Friday, December 31, 2004

Juliacetera

"No Daysleeper" (Julia's theme)

(With apologies to Berry Buck Mills Stipe)

Jenny Lind crib, 3 a.m.
My stomach is empty again
The lights are out
My parents are snoring
Even Beaner is calm

My eyes flutter open
Time to awake
Talk about sleep - this'll get 'em

I see the day through blue eyes
My night is colored spit-up grey
No daysleeper, no daysleeper, no daysleeper

The stars and the moon are hanging outside in the sky
They try to lead me back to my dream stories

I’m the snort, the grunt awake
I’m Julia, I eat at night

I see the day through blue eyes
My night is colored spit-up grey
Don’t put me to bed
No daysleeper

I cried the other night
I can’t even say why
But that’s just because I
Haven’t yet learned speaking

I’m the snort, the grunt awake
I’m Julia, I eat at night
I see today
Don’t put me to bed
I see the day through blue eyes
My night is colored spit-up grey
No daysleeper, no daysleeper, no daysleeper

The noise machine is set to 9
For mom and dad I’ll cry and I’ll whine
The milk is calling me
So tasty
I’m no daysleeper
No daysleeper, no daysleeper, no daysleeper

Laying a Baby Down

Laying a baby down is impossible. I do it every night at least once, and often several times a day, but good lord it's an difficult task. Julia, my fourteen-week old baby daughter, is, as they say, "not a good sleeper." I used to think that sleeping was like falling down: everybody does it, and in mostly the same way. Sure, insomniacs have some problems, but that's a detail. Julia's proven me wrong. She doesn't like to sleep, and especially doesn't like going to sleep. Since she's just over three months old, she can't yet have one of the meltdowns for which toddlers are famous, and I hope she never does. It's hard enough already.

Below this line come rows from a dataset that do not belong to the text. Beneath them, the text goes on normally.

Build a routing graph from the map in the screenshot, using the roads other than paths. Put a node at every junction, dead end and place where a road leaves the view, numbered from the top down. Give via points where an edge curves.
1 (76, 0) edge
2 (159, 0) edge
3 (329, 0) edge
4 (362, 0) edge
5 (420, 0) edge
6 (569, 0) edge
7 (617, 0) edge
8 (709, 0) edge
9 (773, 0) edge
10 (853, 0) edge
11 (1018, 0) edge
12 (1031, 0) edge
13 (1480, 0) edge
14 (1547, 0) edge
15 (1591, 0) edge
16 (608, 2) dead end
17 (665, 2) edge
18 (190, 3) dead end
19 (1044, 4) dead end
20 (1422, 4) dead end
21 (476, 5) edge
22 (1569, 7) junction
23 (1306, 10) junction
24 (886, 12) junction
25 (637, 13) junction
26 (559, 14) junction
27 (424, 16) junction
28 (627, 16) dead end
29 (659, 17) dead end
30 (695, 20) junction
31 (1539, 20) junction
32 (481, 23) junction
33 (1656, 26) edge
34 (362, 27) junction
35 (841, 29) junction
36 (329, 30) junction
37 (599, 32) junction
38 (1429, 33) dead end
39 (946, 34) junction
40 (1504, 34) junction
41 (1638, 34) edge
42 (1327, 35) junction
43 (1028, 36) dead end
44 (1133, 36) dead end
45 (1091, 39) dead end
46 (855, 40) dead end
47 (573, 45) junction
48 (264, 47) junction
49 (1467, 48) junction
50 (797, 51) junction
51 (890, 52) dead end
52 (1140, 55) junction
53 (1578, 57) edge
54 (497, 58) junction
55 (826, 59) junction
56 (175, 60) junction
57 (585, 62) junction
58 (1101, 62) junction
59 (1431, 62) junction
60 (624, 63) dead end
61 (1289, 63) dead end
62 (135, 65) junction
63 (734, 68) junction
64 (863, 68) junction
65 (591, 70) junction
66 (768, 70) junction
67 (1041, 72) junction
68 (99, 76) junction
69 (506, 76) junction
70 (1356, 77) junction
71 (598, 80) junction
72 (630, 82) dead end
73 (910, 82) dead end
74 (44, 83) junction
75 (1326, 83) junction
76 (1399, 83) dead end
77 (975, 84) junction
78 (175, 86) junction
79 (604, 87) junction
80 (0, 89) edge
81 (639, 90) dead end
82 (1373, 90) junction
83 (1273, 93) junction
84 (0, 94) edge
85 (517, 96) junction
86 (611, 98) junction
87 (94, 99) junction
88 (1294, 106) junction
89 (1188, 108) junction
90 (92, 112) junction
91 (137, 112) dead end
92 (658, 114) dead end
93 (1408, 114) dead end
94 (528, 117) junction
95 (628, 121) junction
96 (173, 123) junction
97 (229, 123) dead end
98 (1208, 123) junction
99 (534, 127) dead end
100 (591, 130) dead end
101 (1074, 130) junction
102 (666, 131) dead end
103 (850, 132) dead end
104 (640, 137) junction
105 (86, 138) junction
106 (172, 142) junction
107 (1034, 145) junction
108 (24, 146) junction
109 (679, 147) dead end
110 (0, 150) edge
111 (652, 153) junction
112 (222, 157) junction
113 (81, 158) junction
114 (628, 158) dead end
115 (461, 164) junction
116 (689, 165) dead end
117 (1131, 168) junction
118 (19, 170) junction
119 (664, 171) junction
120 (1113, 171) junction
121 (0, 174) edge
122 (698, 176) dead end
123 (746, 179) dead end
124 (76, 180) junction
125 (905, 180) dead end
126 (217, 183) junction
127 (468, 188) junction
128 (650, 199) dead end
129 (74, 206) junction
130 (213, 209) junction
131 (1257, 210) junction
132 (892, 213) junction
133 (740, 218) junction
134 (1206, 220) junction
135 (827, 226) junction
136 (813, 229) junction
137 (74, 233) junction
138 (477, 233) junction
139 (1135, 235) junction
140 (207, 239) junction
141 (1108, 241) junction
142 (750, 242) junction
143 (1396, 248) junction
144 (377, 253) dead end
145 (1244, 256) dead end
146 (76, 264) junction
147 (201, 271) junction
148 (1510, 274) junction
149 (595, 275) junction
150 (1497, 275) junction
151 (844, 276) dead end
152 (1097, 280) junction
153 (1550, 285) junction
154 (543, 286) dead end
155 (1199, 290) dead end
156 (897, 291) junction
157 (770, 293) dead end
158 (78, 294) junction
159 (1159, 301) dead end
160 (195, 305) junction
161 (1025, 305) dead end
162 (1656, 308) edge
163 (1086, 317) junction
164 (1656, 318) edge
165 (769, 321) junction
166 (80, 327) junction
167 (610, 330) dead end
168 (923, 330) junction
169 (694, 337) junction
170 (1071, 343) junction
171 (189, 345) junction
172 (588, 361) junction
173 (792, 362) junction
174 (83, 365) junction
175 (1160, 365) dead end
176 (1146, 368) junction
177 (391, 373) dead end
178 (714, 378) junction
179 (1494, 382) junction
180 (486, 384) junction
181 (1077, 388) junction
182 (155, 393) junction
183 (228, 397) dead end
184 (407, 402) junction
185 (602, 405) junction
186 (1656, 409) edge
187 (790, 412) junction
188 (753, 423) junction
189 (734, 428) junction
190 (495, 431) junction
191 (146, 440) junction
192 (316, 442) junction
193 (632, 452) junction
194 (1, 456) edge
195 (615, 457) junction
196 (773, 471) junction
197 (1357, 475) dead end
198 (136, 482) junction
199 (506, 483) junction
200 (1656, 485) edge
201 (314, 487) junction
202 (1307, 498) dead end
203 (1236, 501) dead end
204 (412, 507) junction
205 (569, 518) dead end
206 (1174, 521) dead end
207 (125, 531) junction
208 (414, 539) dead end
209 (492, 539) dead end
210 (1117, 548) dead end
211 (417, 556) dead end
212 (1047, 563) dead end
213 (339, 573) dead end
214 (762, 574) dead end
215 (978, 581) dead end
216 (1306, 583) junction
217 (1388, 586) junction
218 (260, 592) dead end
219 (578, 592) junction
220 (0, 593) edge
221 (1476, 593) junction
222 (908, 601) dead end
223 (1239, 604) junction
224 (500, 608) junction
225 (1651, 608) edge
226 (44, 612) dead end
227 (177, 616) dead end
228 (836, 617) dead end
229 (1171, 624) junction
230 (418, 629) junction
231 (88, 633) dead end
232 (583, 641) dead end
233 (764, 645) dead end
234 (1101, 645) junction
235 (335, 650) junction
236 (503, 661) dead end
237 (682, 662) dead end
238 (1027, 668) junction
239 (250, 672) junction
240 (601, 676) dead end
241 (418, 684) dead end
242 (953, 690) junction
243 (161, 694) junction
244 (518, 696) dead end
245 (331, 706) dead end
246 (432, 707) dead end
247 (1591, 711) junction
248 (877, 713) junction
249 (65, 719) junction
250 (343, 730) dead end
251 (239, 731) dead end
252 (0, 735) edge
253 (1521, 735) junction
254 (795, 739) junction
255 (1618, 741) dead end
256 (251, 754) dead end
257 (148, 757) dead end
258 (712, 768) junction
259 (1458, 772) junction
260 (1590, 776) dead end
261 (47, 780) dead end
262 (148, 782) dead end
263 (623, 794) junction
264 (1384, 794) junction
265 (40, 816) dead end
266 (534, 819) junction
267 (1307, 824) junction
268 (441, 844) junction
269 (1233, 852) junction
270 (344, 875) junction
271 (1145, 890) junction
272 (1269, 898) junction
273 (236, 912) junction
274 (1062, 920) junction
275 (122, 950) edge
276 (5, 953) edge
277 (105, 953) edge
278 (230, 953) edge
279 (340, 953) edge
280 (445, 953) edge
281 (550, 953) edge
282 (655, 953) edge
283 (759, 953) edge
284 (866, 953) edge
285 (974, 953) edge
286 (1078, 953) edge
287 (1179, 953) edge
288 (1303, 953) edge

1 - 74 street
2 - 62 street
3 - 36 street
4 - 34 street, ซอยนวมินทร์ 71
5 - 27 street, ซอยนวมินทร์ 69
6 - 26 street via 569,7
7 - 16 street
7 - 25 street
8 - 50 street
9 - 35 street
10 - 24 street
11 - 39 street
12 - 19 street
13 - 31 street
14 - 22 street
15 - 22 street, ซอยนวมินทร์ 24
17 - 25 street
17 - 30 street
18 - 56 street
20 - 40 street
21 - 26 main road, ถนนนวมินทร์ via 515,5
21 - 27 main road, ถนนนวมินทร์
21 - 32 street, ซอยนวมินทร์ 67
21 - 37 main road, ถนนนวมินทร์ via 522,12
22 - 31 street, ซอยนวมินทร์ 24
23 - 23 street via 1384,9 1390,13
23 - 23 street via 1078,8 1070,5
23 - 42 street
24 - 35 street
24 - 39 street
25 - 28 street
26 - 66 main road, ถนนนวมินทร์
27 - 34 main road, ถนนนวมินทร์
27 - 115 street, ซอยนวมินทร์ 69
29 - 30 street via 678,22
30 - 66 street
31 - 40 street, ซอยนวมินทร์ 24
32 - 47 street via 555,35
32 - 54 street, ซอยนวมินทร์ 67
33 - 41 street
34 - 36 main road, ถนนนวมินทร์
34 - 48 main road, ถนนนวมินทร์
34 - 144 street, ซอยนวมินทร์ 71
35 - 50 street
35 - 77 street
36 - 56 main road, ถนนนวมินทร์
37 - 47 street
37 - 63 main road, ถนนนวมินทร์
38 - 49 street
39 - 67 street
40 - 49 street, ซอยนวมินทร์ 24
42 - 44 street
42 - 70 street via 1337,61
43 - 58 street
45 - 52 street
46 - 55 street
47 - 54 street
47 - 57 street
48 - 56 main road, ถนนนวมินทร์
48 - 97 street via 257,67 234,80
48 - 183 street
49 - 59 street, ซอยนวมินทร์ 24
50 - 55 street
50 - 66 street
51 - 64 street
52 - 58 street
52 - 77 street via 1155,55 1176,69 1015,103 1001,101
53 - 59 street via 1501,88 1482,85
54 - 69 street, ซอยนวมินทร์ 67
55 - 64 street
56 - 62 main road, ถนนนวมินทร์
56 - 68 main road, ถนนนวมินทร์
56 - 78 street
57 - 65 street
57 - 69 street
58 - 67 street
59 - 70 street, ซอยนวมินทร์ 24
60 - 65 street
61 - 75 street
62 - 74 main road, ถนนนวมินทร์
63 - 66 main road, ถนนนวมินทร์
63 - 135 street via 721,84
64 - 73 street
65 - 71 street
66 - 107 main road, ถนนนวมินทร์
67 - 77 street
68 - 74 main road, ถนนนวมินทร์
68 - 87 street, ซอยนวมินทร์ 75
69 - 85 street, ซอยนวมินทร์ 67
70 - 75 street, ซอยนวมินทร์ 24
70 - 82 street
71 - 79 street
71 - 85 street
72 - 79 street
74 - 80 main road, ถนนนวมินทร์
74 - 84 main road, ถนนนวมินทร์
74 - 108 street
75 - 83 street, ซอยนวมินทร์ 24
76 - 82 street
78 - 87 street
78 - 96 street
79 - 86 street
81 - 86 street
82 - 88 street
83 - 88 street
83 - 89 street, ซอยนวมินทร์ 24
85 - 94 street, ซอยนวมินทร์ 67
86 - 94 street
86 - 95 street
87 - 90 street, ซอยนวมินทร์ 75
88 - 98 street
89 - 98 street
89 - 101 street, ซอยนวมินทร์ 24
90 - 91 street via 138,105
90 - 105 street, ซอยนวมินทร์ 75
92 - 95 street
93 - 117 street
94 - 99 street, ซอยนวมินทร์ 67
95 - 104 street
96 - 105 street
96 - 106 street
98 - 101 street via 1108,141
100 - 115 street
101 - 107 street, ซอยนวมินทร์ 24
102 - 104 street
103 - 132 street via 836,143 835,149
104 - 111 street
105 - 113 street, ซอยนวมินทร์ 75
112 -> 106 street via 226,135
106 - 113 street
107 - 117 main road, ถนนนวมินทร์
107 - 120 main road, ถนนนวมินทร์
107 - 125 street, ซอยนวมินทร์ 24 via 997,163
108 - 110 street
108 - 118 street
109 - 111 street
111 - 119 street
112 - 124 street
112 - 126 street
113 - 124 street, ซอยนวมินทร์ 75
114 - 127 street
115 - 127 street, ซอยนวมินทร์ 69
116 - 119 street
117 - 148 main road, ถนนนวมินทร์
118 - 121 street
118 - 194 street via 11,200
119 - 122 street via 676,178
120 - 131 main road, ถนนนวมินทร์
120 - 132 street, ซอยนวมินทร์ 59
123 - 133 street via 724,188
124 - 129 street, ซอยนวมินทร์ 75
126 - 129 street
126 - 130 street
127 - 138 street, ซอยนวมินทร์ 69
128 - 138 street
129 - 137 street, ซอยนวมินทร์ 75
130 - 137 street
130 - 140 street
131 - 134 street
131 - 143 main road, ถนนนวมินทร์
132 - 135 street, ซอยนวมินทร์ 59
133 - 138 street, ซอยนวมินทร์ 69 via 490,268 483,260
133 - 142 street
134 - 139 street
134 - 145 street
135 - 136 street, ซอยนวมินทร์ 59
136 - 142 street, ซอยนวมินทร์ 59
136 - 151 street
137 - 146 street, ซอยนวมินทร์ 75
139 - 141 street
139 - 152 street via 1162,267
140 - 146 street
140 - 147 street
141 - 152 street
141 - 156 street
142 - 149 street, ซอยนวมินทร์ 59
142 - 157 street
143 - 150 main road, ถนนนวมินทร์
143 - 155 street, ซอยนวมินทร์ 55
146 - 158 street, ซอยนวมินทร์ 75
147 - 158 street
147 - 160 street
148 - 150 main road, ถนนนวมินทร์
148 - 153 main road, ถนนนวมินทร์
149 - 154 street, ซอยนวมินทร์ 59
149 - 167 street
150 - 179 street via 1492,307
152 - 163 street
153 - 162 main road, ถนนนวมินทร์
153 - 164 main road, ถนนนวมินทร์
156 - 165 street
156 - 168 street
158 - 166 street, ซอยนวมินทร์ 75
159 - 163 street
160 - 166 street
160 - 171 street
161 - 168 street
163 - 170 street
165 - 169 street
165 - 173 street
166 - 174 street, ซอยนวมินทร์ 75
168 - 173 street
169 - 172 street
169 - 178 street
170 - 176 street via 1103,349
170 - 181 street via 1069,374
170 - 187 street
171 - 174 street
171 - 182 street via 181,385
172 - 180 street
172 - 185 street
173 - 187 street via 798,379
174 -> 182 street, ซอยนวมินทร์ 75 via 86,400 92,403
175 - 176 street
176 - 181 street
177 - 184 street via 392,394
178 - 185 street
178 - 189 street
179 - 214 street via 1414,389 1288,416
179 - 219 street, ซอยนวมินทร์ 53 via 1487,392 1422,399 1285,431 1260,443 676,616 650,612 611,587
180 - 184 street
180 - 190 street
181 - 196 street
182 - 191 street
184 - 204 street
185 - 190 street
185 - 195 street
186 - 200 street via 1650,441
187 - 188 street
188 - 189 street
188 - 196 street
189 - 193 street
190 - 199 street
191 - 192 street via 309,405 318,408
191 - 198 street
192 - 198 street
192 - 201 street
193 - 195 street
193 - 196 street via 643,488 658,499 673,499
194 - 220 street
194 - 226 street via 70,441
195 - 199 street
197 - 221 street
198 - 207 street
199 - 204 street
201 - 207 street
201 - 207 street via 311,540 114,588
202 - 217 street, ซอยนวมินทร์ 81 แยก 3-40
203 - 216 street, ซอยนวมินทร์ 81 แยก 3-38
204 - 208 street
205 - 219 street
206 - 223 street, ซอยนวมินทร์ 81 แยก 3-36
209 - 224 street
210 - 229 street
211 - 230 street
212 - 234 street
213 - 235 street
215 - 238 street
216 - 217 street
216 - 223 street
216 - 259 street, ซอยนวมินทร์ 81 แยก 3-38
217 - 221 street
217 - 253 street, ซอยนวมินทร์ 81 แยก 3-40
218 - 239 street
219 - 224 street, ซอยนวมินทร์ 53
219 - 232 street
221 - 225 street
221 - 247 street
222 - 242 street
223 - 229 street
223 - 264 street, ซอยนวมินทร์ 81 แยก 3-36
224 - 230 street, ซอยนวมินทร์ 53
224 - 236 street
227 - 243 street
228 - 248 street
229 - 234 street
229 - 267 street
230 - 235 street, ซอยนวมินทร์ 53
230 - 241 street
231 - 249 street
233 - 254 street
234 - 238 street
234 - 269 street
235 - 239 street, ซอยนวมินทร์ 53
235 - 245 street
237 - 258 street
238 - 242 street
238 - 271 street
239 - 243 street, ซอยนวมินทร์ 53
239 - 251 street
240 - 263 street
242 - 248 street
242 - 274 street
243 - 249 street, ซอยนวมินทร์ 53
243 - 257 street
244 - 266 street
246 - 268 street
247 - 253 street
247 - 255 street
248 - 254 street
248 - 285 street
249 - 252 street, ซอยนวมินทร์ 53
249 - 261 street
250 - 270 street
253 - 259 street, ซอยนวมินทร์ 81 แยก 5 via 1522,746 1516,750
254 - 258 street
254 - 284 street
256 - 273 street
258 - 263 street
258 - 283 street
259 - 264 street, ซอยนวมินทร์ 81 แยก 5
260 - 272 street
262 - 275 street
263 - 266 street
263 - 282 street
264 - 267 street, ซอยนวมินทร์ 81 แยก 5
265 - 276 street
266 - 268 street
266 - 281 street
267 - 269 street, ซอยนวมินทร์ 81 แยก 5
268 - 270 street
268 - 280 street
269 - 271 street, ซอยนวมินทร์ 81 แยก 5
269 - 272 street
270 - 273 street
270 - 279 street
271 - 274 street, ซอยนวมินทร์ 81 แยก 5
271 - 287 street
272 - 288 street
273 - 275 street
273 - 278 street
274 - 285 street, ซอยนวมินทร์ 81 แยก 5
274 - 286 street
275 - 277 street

Every evening, after Julia nurses and starts drowsing in an immensely cute way, I take her from my wife, Shannon, and head upstairs. I walk up our creaky stairs very slowly. The room's already set up with a dim light, the right blankets laid out in the crib, a humming white-noise machine, et cetera. I have to sit just so in the rocking chair in order to keep the squeaking to a minimum. Julia's making little groans and cries now, having been wrested away from mom. I turn her so she's sitting in my lap, facing the mostly-dark room, and start rocking gently. One of my arm's around her fat little Buddha belly, the other's along her left side as a kind of brace.

After about five minutes of backing and forthing, Julia quiets down and relaxes. After ten, she's slumping into my left arm, more limp than not. I listen for her breathing, and if it's steady and deep, I slowly tilt my torso so she slides to her left, down my arm, until I can bring my right hand around and under her butt while simultaneously putting my left hand under her head. If all goes well, she'll rustle a little but end up lying on my legs, her head at my knees. Rock rock rock for another five minutes until any tension created by the vertical-to-horizontal shift has dissipated. Slowly, I slide forward in the chair and then very gradually stand up. Julia's now awkwardly but trustingly being held out in front of me. I take several minutes to cover the five feet to the crib, trying to shield her from the bedside light that's now behind us.

When I finally get to the crib, I turn 180 degrees and bend from the waist so that I can put her down the right way. Her feet have to touch first, making her legs relax and flop down at about the same time her little hands, usually clenched and dangling beneath her, touch the mattress. At a gravity-defying speed, I lower her all the way down. She usually startles when her back touches, throwing her arms and legs back up into the air.

That shock fades quickly, though, and then I start slowly sliding my hands out from underneath her, one finger at a time. I try to get my right hand out first, so that I can use it to pull her blanket up onto her torso and then rest that hand on her chest while extracting my left hand from beneath her head and neck. Slide slide slide and it's free. Now I have to stand there for five minutes, my hand on her chest, while she settles into deeper sleep. Unless something startles her, in which case she might wake up and I have to scoop her up, retreat to the rocking chair, and start over. When she's definitely asleep, I walk slowly and lightly back across the room and down the creaking old-house stairs. Turn the baby monitor on, and I have anywhere from ten minutes to five hours before tending to her again.